Holmes observó cómo un soldado, con un muñón en lugar de pierna, era empujado en una silla de ruedas a través del patio por un camarada. Este último era poco más que un chiquillo, con la boca hundida, pues los dientes se le habían caído a causa del escorbuto, Aquél era el aspecto de la guerra que la gente no podía saber por los informes de los oficiales o las crónicas de los reporteros.
– ¿Qué utilidad tiene espolear a un caballo agotado, mi querido, Lowell? Nosotros no somos Gedeón observando a sus soldados beber del pozo. Limitándonos a mirar no vamos a llegar a ninguna parte. No encontramos a Hamlet ni a Fausto, no determinamos lo correcto y lo equivocado ni el valor de los hombres haciendo pruebas de albúmina o examinando fibras en un microscopio. Tengo la impresión de que debemos dar con una nueva vía de acción.
– Usted y Pike son tal para cual -dijo Lowell, y sacudió tristemente la cabeza-. Pero juntos encontraremos el camino. De momento, Holmes, limitémonos a decidir si nos quedamos o le decimos al cochero que nos lleve a otro hogar de soldados.
– Ustedes son nuevos hoy -los interrumpió un soldado tuerto, con una piel surcada de arrugas y muy picado de viruelas, con una pipa negra de cerámica saliéndole de la boca.
Como no esperaban mantener una conversación con terceros, los sorprendidos Holmes y Lowell se quedaron sin palabras y aguardaron educadamente a que uno de los dos respondiera a su interlocutor. El hombre vestía un uniforme de gala que al parecer no había conocido un lavado desde antes de la guerra.
El soldado echó a andar hacia la iglesia y sólo miró atrás por un instante para decir, algo ofendido:
– Les pido perdón. Pensé que quizá habían venido por lo de ante.
Por un momento, ni Lowell ni Holmes reaccionaron. Ambos creyeron haber imaginado la palabra que el otro acababa de pronunciar.
– ¡Espere! -exclamó Lowell, que apenas podía hablar con coherencia debido a la emoción.
Los dos poetas se precipitaron en el interior de la capilla, donde había poca luz. Enfrentados a un mar de uniformes, no podían descubrir al inidentificado dantista.
– ¡Siéntense! -gritó alguien de mal humor, haciendo bocina con las manos.

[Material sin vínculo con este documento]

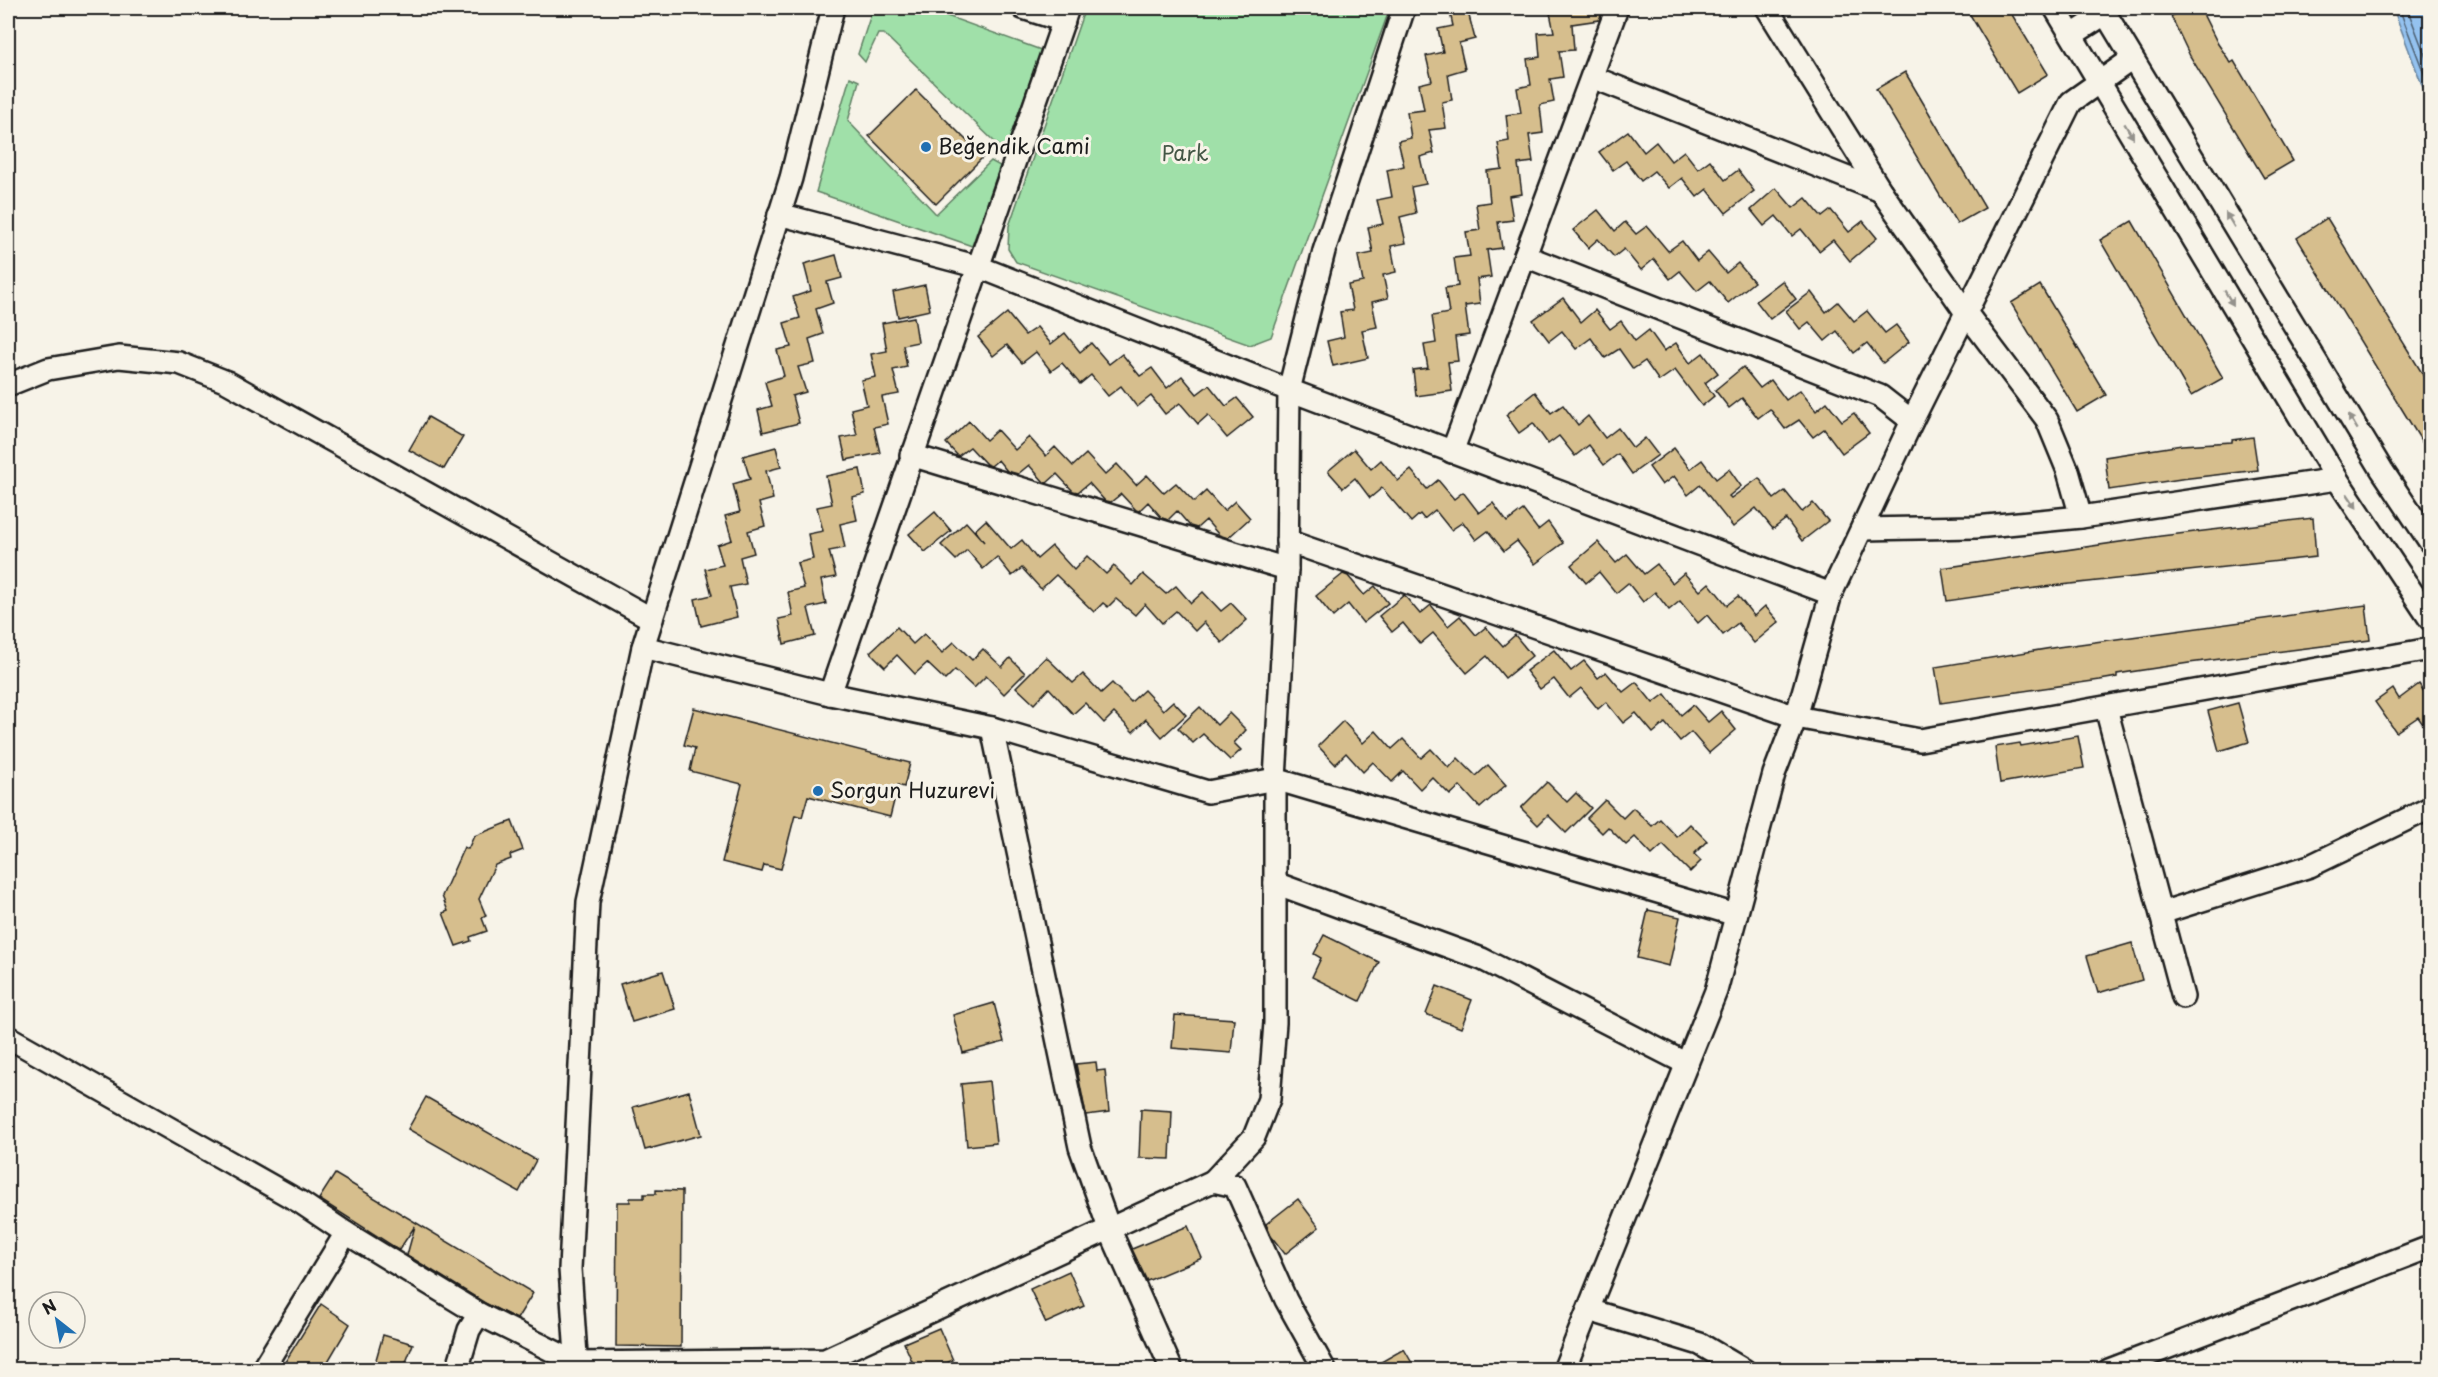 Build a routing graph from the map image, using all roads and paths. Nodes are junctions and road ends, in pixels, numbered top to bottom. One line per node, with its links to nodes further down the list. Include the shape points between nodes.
1 (833, 8): 14 (street)
2 (1023, 8): 8 (street)
3 (1404, 8): 19 (street, via 1324,251)
4 (1617, 8): 11 (street)
5 (1767, 8): 13 (street)
6 (2055, 8): 9 (street)
7 (2104, 11): 9 (street); 10 (street)
8 (1066, 14): 16 (street)
9 (2072, 35): 12 (street)
10 (2132, 58): 12 (street); 27 (street, one-way to 10, via 2382,470)
11 (1592, 77): 13 (street); 15 (street)
12 (2099, 81): 17 (street, via 2071,102); 23 (street, one-way to 23)
13 (1881, 191): 17 (street)
14 (780, 214): 16 (street); 30 (street)
15 (1525, 256): 20 (street, via 1880,396); 21 (street)
16 (979, 267): 19 (street); 22 (street)
17 (1968, 314): 20 (street); 24 (street, via 2047,420)
18 (8, 385): 30 (street, via 48,369 119,357 179,363 227,382)
19 (1289, 390): 21 (street); 26 (street)
20 (1912, 421): 25 (street)
21 (1452, 452): 29 (street)
22 (911, 455): 28 (street); 34 (street)
23 (2337, 479): 24 (street); 31 (street, one-way to 31)
24 (2081, 517): 25 (street, via 1976,527)
25 (1862, 529): 29 (street)
26 (1287, 542): 28 (street); 36 (street)
27 (2430, 542)
28 (1287, 569): 38 (street)
29 (1831, 594): 36 (street)
30 (652, 619): 32 (street)
31 (2430, 619)
32 (643, 647): 34 (street); 53 (street, via 588,902 570,1269)
33 (2430, 649): 35 (street)
34 (830, 694): 37 (street)
35 (2106, 708): 36 (street, via 1920,740); 41 (street)
36 (1796, 717): 42 (street, via 1774,774)
37 (992, 728): 38 (street, via 1208,792); 47 (street, via 1080,1147)
38 (1275, 779): 40 (street); 42 (street)
39 (2430, 808): 41 (street, via 2310,866)
40 (1275, 883): 45 (street, via 1482,959); 46 (street, via 1275,1023 1269,1099 1254,1137)
41 (2161, 913): 43 (street)
42 (1736, 915): 45 (street, via 1716,992)
43 (2183, 997)
44 (8, 1037): 48 (street, via 300,1202)
45 (1687, 1064): 50 (street)
46 (1213, 1181): 47 (street); 57 (street, via 1235,1186 1286,1300)
47 (1109, 1228): 52 (street); 56 (street)
48 (346, 1233): 51 (street); 54 (street)
49 (2430, 1247): 60 (street)
50 (1589, 1310): 58 (street); 59 (street, via 1700,1344)
51 (479, 1314): 53 (street); 55 (street)
52 (826, 1365): 53 (street)
53 (577, 1366)
54 (262, 1370)
55 (457, 1370)
56 (1172, 1370)
57 (1325, 1370)
58 (1564, 1370)
59 (1744, 1370)
60 (2109, 1370)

Holmes y Lowell buscaron a tientas unos asientos y se situaron en los extremos de sendos bancos. Se contorsionaron desesperadamente en busca de una cara entre la muchedumbre. Holmes se volvió hacia la entrada, por si el soldado trataba de escapar. Los ojos de Lowell repasaban las oscuras miradas y las vacías expresiones que llenaban la capilla, y finalmente se posaron en la cara picada de viruelas y en el único y brillante ojo de su interlocutor.
– Lo he encontrado -susurró Lowell-. He dado con él, Wendell. ¡Lo he encontrado! ¡He encontrado a nuestro Lucifer!
Holmes se volvió, resollando de impaciencia.
– ¡No puedo verlo, Jamey!
Algunos soldados chistaron violentamente, dirigiéndose a los dos intrusos.
– ¡Allí! -murmuró Lowell, frustrado-. Uno, dos…, ¡el cuarto banco empezando por delante!